══ Study material

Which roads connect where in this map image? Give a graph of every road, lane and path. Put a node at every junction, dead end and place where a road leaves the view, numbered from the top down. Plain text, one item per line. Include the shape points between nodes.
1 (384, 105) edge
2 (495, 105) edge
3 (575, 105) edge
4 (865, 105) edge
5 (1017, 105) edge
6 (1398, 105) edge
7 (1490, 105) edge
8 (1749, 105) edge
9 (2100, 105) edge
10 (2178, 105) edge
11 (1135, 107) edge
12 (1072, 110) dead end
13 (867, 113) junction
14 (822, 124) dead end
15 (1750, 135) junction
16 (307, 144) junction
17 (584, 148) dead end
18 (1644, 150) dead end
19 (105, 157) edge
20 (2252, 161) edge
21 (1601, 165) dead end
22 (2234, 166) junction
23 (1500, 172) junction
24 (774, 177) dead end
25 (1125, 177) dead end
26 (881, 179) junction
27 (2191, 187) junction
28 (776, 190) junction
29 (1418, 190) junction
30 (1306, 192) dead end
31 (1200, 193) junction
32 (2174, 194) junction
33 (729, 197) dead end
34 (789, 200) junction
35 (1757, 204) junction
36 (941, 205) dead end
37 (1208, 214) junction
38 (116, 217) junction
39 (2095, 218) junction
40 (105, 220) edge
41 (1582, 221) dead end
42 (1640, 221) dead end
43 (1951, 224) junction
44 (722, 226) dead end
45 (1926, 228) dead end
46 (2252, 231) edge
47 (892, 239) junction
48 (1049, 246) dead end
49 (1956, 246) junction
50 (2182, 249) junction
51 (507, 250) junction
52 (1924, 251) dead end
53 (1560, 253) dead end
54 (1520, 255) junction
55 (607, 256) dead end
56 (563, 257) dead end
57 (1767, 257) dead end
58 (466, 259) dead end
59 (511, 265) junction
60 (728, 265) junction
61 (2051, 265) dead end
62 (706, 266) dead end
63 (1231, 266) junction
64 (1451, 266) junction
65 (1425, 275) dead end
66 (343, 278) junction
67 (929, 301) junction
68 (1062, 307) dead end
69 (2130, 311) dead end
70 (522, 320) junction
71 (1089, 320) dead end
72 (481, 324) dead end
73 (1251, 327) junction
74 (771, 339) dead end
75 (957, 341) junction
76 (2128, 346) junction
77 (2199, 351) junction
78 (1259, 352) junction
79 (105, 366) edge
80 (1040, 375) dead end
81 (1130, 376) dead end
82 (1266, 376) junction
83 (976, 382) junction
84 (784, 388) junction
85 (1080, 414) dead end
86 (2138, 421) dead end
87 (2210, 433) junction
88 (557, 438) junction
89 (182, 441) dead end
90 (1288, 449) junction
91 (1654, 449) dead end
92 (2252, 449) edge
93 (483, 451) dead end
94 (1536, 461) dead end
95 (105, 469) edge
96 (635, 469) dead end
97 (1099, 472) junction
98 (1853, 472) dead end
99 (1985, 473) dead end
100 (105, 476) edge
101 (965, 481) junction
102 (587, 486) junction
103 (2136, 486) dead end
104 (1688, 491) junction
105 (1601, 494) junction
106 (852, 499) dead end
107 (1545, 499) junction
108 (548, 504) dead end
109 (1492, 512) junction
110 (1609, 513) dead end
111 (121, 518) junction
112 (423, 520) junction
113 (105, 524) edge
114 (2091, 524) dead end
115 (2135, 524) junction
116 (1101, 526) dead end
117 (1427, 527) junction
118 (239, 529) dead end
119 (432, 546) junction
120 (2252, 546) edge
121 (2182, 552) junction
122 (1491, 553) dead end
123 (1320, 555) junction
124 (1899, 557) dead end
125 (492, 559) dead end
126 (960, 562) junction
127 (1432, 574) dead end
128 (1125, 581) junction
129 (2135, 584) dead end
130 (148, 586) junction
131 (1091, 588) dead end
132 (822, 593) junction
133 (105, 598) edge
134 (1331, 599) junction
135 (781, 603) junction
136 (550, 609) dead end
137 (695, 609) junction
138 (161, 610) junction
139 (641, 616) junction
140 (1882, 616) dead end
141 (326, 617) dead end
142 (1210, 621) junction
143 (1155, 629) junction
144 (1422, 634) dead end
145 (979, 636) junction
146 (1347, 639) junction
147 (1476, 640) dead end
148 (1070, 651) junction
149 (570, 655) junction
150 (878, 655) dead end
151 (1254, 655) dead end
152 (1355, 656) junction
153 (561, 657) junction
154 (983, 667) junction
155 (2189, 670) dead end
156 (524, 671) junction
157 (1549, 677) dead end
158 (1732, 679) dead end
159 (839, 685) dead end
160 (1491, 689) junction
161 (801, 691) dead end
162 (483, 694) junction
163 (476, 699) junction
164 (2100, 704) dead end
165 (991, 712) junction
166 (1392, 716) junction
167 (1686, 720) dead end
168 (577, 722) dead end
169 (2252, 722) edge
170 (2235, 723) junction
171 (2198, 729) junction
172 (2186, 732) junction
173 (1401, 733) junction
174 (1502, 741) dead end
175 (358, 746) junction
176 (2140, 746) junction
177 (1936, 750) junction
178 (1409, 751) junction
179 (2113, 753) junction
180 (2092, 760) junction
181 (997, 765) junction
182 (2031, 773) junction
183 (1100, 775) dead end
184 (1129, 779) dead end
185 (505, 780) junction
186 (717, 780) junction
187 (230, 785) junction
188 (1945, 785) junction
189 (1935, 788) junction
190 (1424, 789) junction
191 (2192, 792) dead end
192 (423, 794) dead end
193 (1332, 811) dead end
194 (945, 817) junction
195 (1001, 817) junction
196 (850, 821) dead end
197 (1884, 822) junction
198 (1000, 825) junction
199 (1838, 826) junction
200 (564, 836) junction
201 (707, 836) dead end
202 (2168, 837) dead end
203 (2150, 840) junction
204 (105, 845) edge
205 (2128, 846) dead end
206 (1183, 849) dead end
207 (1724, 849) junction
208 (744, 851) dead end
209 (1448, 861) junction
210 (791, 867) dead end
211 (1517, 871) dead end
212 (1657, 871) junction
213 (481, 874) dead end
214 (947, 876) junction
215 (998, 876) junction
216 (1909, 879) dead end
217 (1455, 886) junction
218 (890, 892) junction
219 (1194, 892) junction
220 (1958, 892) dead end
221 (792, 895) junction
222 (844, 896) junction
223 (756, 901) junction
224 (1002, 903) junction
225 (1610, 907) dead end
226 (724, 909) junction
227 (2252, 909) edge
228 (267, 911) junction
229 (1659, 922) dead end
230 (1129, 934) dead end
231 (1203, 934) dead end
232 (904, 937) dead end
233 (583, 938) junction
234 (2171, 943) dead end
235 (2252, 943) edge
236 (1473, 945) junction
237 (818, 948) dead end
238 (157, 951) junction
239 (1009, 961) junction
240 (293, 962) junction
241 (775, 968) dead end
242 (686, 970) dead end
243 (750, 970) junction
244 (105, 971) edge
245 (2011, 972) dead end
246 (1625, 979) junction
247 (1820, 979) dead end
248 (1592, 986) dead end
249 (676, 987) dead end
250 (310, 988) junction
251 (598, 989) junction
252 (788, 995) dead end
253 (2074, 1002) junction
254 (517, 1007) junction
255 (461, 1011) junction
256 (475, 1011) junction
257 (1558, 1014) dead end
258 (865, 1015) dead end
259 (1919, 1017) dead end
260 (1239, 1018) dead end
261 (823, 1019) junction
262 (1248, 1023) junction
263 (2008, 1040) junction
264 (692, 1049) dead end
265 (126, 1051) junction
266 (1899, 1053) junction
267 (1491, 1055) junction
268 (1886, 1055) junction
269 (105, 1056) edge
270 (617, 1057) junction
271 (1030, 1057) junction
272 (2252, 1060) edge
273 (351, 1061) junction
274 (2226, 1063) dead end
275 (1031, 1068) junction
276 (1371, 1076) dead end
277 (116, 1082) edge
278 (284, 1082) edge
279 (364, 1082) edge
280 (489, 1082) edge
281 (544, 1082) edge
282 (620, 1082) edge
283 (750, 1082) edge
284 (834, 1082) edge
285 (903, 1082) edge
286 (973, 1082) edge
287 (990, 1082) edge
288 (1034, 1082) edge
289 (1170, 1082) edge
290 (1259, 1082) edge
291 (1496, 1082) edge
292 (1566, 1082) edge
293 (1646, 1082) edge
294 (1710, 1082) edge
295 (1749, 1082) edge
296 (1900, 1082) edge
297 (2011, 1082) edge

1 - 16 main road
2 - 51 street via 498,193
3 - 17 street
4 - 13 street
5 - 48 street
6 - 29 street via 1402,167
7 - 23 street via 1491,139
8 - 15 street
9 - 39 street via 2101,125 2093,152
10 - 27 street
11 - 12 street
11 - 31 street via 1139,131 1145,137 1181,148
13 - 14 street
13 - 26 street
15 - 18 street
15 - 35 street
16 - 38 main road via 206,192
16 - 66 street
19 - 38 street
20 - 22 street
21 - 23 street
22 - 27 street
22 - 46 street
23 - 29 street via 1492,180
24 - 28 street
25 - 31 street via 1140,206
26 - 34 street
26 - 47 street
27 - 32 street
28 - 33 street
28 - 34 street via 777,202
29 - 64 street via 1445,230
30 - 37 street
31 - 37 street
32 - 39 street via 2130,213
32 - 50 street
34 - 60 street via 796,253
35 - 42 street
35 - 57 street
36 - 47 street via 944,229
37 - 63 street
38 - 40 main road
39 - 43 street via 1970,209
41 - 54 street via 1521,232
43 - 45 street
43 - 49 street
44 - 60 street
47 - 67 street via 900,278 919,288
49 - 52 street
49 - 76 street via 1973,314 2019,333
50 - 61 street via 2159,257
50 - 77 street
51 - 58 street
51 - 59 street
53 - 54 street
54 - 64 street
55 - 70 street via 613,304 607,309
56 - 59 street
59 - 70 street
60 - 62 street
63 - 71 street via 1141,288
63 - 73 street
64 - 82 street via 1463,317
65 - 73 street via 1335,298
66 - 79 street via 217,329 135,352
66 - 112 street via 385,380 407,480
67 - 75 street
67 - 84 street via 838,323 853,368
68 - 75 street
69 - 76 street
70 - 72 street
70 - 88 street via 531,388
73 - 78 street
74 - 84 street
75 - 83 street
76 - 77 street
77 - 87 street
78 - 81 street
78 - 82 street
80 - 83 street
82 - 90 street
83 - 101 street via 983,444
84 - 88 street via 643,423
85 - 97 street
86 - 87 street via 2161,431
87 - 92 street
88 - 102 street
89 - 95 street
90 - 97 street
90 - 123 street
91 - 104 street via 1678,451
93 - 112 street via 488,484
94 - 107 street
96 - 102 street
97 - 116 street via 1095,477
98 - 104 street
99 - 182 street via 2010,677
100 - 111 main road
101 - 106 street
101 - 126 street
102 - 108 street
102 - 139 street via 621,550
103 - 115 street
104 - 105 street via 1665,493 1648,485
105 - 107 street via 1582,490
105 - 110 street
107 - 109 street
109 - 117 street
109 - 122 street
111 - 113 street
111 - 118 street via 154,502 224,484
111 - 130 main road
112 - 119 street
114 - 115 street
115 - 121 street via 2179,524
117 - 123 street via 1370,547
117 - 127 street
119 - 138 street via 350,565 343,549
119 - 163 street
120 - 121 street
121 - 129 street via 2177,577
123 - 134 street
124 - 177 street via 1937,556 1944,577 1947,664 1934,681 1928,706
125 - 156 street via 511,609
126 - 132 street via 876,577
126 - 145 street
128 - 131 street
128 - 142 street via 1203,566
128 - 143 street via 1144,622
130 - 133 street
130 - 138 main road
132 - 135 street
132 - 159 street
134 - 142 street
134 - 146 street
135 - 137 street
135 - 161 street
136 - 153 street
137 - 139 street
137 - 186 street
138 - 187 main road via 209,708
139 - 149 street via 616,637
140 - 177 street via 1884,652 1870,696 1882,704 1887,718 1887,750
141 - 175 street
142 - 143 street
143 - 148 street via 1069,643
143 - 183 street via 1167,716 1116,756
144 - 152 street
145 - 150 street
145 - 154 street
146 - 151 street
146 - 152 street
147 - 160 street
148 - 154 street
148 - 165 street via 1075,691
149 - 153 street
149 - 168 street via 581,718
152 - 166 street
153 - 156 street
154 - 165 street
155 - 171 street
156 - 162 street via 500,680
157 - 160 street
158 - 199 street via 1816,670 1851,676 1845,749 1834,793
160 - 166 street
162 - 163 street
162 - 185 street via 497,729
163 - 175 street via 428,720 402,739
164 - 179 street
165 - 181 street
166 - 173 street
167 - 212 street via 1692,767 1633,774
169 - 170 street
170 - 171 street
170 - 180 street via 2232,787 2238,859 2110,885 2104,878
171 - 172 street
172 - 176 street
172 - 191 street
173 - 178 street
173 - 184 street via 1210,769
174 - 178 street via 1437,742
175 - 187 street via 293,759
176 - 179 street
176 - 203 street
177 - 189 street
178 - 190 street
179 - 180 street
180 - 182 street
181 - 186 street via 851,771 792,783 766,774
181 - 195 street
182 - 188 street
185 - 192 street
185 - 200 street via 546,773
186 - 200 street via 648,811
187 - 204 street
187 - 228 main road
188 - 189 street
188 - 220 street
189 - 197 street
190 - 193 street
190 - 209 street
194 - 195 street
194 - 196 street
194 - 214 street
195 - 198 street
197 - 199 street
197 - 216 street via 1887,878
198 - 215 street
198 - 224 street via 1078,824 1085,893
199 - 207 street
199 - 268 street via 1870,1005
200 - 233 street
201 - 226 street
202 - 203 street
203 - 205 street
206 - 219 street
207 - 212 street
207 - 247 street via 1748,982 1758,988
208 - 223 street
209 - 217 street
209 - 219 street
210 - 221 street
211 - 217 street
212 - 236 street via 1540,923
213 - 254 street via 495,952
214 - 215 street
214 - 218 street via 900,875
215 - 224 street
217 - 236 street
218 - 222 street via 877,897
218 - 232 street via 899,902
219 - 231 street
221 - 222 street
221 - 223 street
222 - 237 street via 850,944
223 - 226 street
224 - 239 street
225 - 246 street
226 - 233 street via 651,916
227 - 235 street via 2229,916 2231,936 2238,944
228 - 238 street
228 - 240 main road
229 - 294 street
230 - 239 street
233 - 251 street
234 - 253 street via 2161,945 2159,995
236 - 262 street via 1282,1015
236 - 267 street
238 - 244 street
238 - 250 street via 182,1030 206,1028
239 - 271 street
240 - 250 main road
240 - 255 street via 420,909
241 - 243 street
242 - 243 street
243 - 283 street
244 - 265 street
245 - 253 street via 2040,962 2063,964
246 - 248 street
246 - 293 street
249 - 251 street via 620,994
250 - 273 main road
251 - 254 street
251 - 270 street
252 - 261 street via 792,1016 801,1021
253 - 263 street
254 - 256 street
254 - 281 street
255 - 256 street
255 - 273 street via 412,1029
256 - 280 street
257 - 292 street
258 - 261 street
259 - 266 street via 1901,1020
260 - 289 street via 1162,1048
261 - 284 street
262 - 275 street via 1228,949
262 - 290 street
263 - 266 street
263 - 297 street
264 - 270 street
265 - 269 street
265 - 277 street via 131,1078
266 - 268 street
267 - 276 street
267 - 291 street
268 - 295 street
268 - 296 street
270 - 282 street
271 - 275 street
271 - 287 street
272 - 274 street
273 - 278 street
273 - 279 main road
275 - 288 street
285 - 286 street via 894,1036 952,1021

════

* [Your instructions]:
Show each line of the material holding "main".

* [Response to the task]:
1 - 16 main road
16 - 38 main road via 206,192
38 - 40 main road
100 - 111 main road
111 - 130 main road
130 - 138 main road
138 - 187 main road via 209,708
187 - 228 main road
228 - 240 main road
240 - 250 main road
250 - 273 main road
273 - 279 main road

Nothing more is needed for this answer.